-- DATA SHOWN follows --

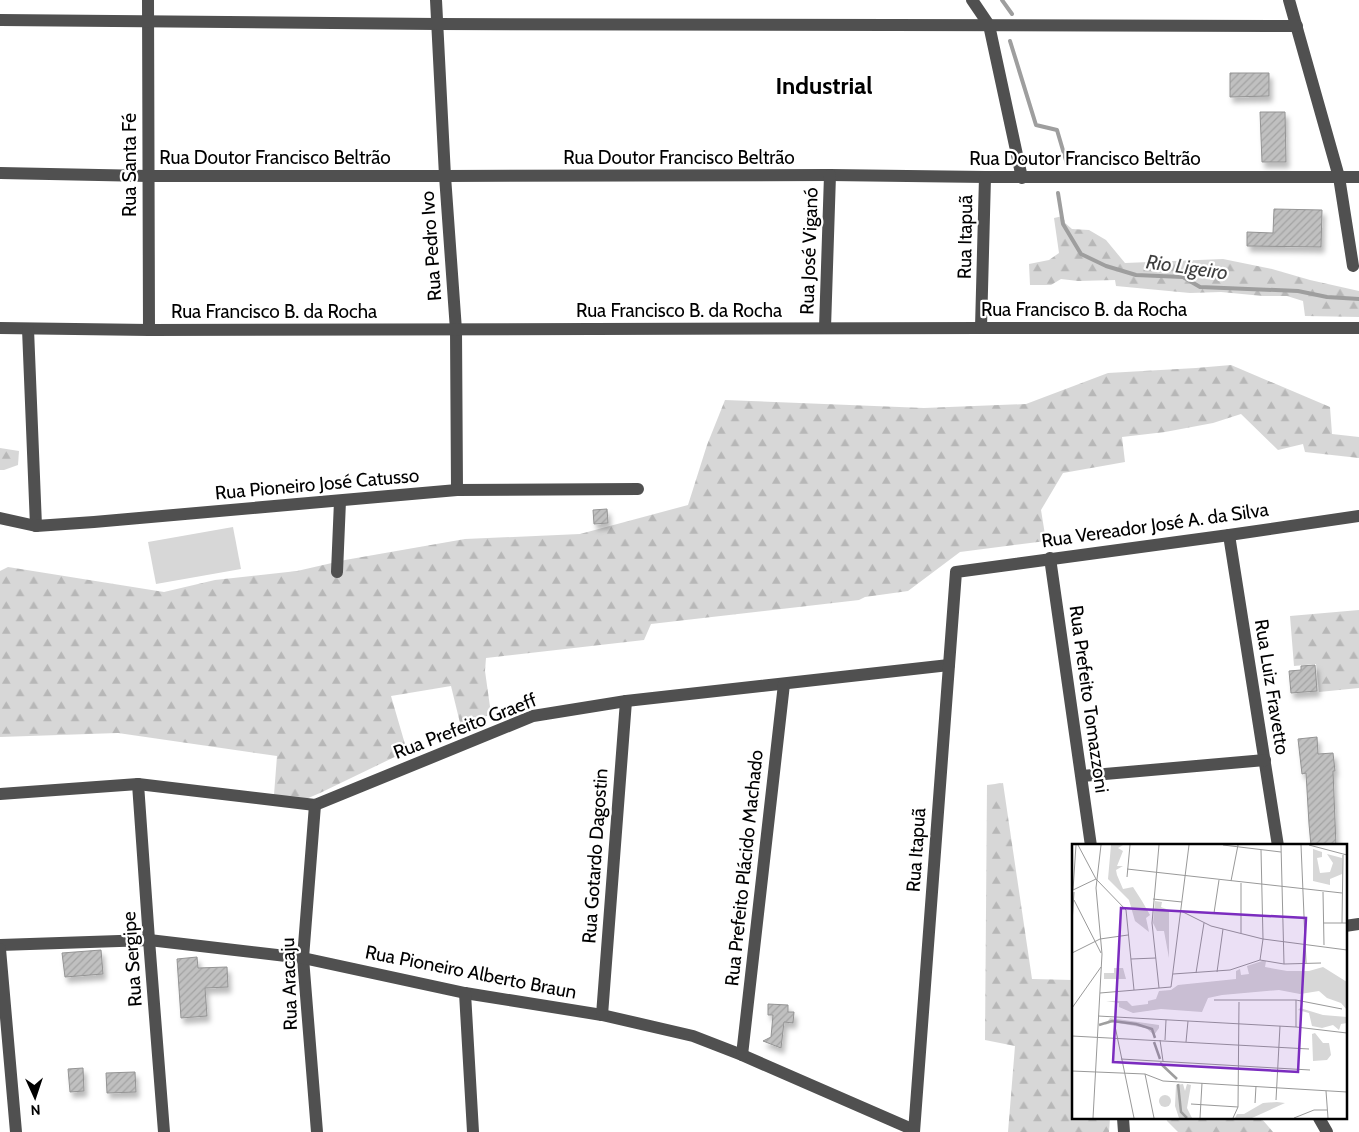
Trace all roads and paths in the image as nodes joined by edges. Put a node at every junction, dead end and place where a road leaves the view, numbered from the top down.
1 (148, 0) edge
2 (436, 0) edge
3 (972, 0) edge
4 (1289, 0) edge
5 (0, 20) edge
6 (148, 21) junction
7 (437, 24) junction
8 (989, 25) junction
9 (1297, 26) junction
10 (0, 173) edge
11 (830, 175) junction
12 (148, 176) junction
13 (445, 176) junction
14 (1339, 177) junction
15 (1359, 177) edge
16 (985, 178) junction
17 (1022, 178) junction
18 (1353, 266) dead end
19 (0, 328) edge
20 (825, 328) junction
21 (981, 328) junction
22 (1359, 328) edge
23 (28, 329) junction
24 (149, 330) junction
25 (456, 330) junction
26 (638, 489) dead end
27 (457, 490) junction
28 (340, 501) junction
29 (1359, 516) edge
30 (0, 518) edge
31 (36, 526) junction
32 (1229, 535) junction
33 (1050, 558) junction
34 (337, 572) dead end
35 (956, 572) joint
36 (949, 666) junction
37 (784, 684) junction
38 (626, 700) junction
39 (1265, 760) junction
40 (1082, 776) junction
41 (138, 784) junction
42 (0, 794) edge
43 (315, 805) junction
44 (1091, 844) edge
45 (1278, 844) edge
46 (1359, 924) edge
47 (1346, 926) edge
48 (148, 940) junction
49 (0, 945) edge
50 (0, 949) edge
51 (303, 958) junction
52 (465, 993) junction
53 (602, 1015) junction
54 (742, 1056) junction
55 (1320, 1120) edge
56 (914, 1131) edge
57 (16, 1132) edge
58 (164, 1132) edge
59 (317, 1132) edge
60 (473, 1132) edge
61 (1327, 1132) edge

1 - 6 street, Rua Santa Fé
2 - 7 street, Rua Pedro Ivo
3 - 8 street
4 - 9 street
5 - 6 street
6 - 7 street
6 - 12 street, Rua Santa Fé
7 - 8 street
7 - 13 street, Rua Pedro Ivo
8 - 9 street
8 - 17 street
9 - 14 street
10 - 12 street, Rua Doutor Francisco Beltrão
11 - 13 street, Rua Doutor Francisco Beltrão
11 - 16 street, Rua Doutor Francisco Beltrão
11 - 20 street, Rua José Viganó
12 - 13 street, Rua Doutor Francisco Beltrão
12 - 24 street, Rua Santa Fé
13 - 25 street, Rua Pedro Ivo
14 - 15 street, Rua Doutor Francisco Beltrão
14 - 17 street, Rua Doutor Francisco Beltrão
14 - 18 street
16 - 17 street, Rua Doutor Francisco Beltrão
16 - 21 street, Rua Itapuã
19 - 23 street, Rua Francisco B. da Rocha
20 - 21 street, Rua Francisco B. da Rocha
20 - 25 street, Rua Francisco B. da Rocha
21 - 22 street, Rua Francisco B. da Rocha
23 - 24 street, Rua Francisco B. da Rocha
23 - 31 street
24 - 25 street, Rua Francisco B. da Rocha
25 - 27 street, Rua Pedro Ivo
26 - 27 street, Rua Pioneiro José Catusso
27 - 28 street, Rua Pioneiro José Catusso
28 - 31 street, Rua Pioneiro José Catusso
28 - 34 street
29 - 32 street, Rua Vereador José A. da Silva
30 - 31 street, Rua Pioneiro José Catusso
32 - 33 street, Rua Vereador José A. da Silva
32 - 39 street, Rua Luiz Fravetto
33 - 35 street, Rua Vereador José A. da Silva
33 - 40 street, Rua Prefeito Tomazzoni
35 - 36 street, Rua Itapuã
36 - 37 street, Rua Prefeito Graeff
36 - 56 street, Rua Itapuã
37 - 38 street, Rua Prefeito Graeff
37 - 54 street, Rua Prefeito Plácido Machado
38 - 43 street, Rua Prefeito Graeff
38 - 53 street, Rua Gotardo Dagostin
39 - 40 street
39 - 45 street, Rua Luiz Fravetto
40 - 44 street, Rua Prefeito Tomazzoni
41 - 42 street, Rua Prefeito Graeff
41 - 43 street, Rua Prefeito Graeff
41 - 48 street, Rua Sergipe
43 - 51 street, Rua Aracaju
46 - 47 street
48 - 49 street, Rua Pioneiro Alberto Braun
48 - 51 street, Rua Pioneiro Alberto Braun
48 - 58 street, Rua Sergipe
50 - 57 street
51 - 52 street, Rua Pioneiro Alberto Braun
51 - 59 street, Rua Aracaju
52 - 53 street, Rua Pioneiro Alberto Braun
52 - 60 street
53 - 54 street, Rua Pioneiro Alberto Braun
54 - 56 street, Rua Pioneiro Alberto Braun
55 - 61 street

-- DATA SHOWN concluded --

* **WORK INSTRUCTION**
Lines that contain "Pioneiro" are the result; find them in the entries above and copy each one.

* **RESPONSE AREA**
26 - 27 street, Rua Pioneiro José Catusso
27 - 28 street, Rua Pioneiro José Catusso
28 - 31 street, Rua Pioneiro José Catusso
30 - 31 street, Rua Pioneiro José Catusso
48 - 49 street, Rua Pioneiro Alberto Braun
48 - 51 street, Rua Pioneiro Alberto Braun
51 - 52 street, Rua Pioneiro Alberto Braun
52 - 53 street, Rua Pioneiro Alberto Braun
53 - 54 street, Rua Pioneiro Alberto Braun
54 - 56 street, Rua Pioneiro Alberto Braun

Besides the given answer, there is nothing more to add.